You are viewing a plain text version of this content. The canonical link for it is here.
Posted to commits@lucene.apache.org by ju...@apache.org on 2022/05/16 21:52:36 UTC
[lucene-solr] branch branch_8_11 updated: LUCENE-10564: Make sure SparseFixedBitSet#or updates memory usage (#882)
This is an automated email from the ASF dual-hosted git repository.
julietibs pushed a commit to branch branch_8_11
in repository https://gitbox.apache.org/repos/asf/lucene-solr.git
The following commit(s) were added to refs/heads/branch_8_11 by this push:
new b567162fe1a LUCENE-10564: Make sure SparseFixedBitSet#or updates memory usage (#882)
b567162fe1a is described below
commit b567162fe1af1dad3b3e19c767971c339eecb19d
Author: Julie Tibshirani <ju...@apache.org>
AuthorDate: Mon May 16 14:23:40 2022 -0700
LUCENE-10564: Make sure SparseFixedBitSet#or updates memory usage (#882)
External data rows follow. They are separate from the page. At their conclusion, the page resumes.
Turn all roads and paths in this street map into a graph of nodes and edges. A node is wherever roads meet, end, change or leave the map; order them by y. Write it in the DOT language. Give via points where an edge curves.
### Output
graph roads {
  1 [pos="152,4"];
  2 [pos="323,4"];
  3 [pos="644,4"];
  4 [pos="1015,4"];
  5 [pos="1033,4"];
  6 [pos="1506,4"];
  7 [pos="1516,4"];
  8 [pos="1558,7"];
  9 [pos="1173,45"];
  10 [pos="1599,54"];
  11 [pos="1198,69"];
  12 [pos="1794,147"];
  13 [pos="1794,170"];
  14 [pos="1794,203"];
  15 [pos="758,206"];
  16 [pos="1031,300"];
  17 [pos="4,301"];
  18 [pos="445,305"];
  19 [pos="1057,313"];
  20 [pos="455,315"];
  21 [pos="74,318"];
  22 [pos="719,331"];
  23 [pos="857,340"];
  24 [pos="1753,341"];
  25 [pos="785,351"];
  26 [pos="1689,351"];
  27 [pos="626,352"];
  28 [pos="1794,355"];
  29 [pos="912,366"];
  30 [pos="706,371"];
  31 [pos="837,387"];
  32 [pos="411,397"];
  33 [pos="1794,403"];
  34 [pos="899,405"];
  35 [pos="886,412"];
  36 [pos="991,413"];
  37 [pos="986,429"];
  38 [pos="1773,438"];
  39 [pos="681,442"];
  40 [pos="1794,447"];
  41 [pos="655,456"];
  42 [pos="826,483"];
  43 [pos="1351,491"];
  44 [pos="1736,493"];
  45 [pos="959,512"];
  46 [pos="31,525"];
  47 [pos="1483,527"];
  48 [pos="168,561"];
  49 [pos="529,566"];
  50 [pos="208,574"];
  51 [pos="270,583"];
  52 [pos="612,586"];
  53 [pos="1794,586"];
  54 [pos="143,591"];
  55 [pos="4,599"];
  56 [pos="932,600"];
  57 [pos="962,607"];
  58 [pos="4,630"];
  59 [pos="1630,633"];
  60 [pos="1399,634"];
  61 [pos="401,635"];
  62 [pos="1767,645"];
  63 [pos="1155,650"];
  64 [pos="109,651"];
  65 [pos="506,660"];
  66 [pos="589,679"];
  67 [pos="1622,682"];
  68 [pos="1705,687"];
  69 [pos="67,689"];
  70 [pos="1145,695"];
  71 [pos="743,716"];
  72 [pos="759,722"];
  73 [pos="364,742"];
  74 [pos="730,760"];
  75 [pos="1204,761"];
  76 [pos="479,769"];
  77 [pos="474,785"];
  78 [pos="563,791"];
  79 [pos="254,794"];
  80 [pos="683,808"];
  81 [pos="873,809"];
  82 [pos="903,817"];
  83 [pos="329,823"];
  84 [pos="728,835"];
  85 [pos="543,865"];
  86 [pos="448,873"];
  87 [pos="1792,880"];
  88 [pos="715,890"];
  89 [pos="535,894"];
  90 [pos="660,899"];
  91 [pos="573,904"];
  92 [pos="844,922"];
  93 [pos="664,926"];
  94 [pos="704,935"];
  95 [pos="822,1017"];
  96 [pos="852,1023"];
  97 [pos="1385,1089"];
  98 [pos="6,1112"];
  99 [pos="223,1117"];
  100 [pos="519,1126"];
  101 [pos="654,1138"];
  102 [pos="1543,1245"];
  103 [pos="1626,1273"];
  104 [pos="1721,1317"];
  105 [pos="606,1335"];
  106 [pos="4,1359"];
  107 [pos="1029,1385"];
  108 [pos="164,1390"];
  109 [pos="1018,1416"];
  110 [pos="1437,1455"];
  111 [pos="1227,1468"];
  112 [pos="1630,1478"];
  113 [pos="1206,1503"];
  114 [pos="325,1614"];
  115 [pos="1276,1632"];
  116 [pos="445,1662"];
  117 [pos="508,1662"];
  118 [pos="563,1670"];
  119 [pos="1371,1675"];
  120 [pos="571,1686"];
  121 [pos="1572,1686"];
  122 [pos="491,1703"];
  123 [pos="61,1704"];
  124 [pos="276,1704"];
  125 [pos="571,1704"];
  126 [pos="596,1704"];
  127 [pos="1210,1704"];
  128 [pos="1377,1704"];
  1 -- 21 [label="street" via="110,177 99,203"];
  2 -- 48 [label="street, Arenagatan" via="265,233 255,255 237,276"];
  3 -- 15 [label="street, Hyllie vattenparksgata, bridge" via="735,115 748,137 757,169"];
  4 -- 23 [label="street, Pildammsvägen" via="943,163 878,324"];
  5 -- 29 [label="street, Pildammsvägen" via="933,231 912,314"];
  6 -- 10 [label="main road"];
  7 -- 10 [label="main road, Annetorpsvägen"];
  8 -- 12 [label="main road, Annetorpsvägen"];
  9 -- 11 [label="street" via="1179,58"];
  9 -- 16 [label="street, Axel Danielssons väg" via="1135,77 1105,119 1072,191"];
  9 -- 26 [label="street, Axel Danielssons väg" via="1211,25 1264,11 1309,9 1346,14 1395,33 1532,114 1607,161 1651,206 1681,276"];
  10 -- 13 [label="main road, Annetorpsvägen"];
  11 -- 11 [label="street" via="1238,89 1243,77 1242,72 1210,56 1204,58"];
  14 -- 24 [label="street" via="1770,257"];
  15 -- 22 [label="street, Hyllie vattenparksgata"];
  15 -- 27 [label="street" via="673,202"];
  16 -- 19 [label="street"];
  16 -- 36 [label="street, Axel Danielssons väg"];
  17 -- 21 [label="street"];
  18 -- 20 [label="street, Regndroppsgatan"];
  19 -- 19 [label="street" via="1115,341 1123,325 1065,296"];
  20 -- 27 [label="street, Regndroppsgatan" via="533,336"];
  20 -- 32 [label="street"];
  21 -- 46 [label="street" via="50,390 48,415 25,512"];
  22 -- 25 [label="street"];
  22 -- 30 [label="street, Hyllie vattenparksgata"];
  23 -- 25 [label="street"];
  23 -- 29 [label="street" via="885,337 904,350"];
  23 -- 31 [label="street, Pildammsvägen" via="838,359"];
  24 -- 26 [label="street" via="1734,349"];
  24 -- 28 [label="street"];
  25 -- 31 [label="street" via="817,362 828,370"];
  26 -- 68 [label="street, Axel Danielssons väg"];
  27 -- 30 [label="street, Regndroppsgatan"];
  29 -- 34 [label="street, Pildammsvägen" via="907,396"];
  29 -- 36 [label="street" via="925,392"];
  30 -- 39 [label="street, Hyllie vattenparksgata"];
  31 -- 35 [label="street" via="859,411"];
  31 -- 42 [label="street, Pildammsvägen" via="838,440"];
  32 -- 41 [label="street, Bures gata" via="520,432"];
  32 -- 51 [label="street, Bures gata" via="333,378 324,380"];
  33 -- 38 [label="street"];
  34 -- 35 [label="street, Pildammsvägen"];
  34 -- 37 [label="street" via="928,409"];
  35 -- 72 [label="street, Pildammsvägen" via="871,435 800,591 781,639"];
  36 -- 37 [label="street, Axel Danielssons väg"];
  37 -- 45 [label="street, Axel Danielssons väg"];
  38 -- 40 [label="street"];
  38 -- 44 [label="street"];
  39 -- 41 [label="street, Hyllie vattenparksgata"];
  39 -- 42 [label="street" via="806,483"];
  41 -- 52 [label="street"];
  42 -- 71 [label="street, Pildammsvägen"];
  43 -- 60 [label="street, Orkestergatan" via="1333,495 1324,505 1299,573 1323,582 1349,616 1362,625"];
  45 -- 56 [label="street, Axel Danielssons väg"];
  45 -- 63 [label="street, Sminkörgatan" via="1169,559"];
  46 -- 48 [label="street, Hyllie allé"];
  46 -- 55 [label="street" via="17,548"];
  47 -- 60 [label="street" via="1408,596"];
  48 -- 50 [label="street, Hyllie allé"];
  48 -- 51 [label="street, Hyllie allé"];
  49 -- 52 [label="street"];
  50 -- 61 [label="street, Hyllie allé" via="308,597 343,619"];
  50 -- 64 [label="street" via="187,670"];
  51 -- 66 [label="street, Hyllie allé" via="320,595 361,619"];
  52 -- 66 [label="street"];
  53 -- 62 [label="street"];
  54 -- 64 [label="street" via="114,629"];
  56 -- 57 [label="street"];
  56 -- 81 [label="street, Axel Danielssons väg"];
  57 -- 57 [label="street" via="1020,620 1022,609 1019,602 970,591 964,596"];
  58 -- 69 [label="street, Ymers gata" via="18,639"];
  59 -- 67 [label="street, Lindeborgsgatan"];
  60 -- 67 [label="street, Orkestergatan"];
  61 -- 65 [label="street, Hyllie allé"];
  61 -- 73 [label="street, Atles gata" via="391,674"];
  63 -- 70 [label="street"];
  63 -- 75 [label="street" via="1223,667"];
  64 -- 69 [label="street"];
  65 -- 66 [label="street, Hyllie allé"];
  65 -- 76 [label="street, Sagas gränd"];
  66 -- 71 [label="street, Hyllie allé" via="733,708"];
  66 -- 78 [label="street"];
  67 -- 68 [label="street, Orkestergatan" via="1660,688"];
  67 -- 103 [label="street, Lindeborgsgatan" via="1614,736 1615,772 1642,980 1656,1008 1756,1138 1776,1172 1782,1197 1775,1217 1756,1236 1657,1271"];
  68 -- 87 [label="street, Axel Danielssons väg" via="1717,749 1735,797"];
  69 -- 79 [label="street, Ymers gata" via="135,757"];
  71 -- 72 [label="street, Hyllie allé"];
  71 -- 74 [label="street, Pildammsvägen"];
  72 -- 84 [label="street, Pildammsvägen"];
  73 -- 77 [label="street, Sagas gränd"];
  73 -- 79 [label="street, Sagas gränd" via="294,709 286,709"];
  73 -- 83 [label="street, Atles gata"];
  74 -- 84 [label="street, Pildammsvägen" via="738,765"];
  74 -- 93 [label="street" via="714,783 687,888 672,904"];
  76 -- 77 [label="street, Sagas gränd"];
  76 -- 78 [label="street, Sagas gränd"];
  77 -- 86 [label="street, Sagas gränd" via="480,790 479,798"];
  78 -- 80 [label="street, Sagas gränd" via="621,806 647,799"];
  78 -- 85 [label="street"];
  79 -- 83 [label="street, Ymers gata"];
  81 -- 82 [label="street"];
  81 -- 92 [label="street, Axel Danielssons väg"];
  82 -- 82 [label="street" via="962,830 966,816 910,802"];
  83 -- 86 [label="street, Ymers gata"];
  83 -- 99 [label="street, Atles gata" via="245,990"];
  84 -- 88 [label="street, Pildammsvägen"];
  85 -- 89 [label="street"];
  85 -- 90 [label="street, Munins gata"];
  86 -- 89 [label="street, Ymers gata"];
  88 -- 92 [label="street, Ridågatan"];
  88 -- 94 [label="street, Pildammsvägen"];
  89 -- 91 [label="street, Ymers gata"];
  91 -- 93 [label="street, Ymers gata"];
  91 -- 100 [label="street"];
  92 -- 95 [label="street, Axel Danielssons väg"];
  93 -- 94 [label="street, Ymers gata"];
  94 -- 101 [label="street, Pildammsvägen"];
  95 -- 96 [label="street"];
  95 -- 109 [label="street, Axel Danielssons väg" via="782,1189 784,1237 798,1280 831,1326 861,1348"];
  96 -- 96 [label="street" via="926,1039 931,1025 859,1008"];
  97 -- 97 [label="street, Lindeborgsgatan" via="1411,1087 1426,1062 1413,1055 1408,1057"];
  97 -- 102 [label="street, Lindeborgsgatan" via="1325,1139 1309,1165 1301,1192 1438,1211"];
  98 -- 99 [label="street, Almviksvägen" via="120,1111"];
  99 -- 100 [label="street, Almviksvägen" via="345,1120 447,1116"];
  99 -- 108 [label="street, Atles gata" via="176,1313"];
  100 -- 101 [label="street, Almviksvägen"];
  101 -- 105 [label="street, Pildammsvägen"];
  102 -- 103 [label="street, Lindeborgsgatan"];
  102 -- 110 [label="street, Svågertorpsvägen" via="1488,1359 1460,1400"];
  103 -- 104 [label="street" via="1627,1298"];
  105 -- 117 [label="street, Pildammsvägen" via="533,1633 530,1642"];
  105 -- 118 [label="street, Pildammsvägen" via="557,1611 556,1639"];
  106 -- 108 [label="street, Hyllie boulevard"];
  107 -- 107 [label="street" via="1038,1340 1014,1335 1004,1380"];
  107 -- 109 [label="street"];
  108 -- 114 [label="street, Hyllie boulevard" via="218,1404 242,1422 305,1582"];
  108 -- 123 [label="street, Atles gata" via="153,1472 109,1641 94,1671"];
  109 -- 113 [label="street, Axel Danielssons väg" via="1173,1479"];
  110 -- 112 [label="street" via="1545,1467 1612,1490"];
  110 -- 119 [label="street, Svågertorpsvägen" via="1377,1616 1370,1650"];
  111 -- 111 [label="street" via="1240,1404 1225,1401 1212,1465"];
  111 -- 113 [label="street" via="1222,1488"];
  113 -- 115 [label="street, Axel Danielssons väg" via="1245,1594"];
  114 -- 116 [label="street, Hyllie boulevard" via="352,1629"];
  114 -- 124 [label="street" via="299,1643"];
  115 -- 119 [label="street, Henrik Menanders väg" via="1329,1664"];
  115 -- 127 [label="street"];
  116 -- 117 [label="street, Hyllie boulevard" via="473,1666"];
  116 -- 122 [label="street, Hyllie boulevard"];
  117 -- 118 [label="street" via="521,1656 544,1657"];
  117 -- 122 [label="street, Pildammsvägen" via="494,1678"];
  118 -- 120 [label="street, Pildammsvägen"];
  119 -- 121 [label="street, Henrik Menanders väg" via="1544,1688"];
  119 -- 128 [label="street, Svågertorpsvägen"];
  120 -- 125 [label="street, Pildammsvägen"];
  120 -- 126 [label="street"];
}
Before, it didn't update the estimated memory usage, so calls to ramBytesUsed
could be totally off.
---
lucene/CHANGES.txt | 2 +-
.../org/apache/lucene/util/SparseFixedBitSet.java | 7 ++++-
.../apache/lucene/util/TestSparseFixedBitSet.java | 34 ++++++++++++++++++++++
3 files changed, 41 insertions(+), 2 deletions(-)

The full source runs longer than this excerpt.